### RECORD EXCERPTS ###

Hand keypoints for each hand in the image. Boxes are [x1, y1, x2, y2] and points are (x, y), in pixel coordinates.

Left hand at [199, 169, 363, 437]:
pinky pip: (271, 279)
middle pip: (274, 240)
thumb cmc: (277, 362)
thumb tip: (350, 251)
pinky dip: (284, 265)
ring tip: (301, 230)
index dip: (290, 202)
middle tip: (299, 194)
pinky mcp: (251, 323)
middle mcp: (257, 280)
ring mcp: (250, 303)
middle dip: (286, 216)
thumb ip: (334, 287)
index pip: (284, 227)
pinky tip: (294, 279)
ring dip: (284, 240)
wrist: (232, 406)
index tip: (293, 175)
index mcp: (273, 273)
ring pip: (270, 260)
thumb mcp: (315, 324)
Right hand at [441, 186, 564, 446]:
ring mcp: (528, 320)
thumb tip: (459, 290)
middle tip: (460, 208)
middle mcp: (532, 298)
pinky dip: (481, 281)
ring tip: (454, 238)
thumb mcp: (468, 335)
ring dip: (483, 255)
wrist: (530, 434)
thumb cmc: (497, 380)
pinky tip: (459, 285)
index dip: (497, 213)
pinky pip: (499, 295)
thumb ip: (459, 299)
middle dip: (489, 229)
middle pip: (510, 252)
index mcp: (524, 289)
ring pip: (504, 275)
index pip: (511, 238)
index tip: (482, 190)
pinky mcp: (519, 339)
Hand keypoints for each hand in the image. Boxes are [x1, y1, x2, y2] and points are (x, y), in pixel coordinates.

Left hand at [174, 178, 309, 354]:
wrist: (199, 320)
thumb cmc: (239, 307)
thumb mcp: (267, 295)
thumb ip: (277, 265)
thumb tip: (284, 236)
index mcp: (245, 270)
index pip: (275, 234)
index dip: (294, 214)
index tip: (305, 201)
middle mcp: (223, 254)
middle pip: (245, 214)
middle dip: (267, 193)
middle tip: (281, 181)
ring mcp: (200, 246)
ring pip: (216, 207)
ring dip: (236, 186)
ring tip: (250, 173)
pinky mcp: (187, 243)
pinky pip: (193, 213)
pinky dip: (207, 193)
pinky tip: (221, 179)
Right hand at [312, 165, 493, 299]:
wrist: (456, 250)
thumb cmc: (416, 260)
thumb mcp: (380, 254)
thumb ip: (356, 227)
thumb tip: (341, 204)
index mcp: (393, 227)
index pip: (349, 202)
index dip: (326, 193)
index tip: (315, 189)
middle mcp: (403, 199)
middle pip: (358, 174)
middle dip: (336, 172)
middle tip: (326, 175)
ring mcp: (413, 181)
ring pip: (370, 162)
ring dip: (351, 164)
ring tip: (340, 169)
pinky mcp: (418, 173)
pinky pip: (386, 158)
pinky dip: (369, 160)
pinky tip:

###

» **REQUIREMENT**
Print nothing but the lines from the one that contains "thumb tip: (284, 236)" to the final line of the data, both included, exactly as they read.

» **RESULT OF THE EXERCISE**
thumb tip: (284, 236)
index mcp: (245, 270)
index pip: (275, 234)
index dip: (294, 214)
index tip: (305, 201)
middle mcp: (223, 254)
middle pip: (245, 214)
middle dip: (267, 193)
middle tip: (281, 181)
ring mcp: (200, 246)
ring pip: (216, 207)
ring dip: (236, 186)
ring tip: (250, 173)
pinky mcp: (187, 243)
pinky pip: (193, 213)
pinky dip: (207, 193)
pinky tip: (221, 179)
Right hand at [312, 165, 493, 299]:
wrist: (456, 250)
thumb cmc: (416, 260)
thumb mcp: (380, 254)
thumb ip: (356, 227)
thumb tip: (341, 204)
index mcp: (393, 227)
index pip: (349, 202)
index dip: (326, 193)
index tip: (315, 189)
middle mcp: (403, 199)
middle pip: (358, 174)
middle dip: (336, 172)
middle tip: (326, 175)
ring mcp: (413, 181)
ring pip: (370, 162)
ring dip: (351, 164)
ring tip: (340, 169)
pinky mcp: (418, 173)
pinky pip: (386, 158)
pinky dip: (369, 160)
pinky tip:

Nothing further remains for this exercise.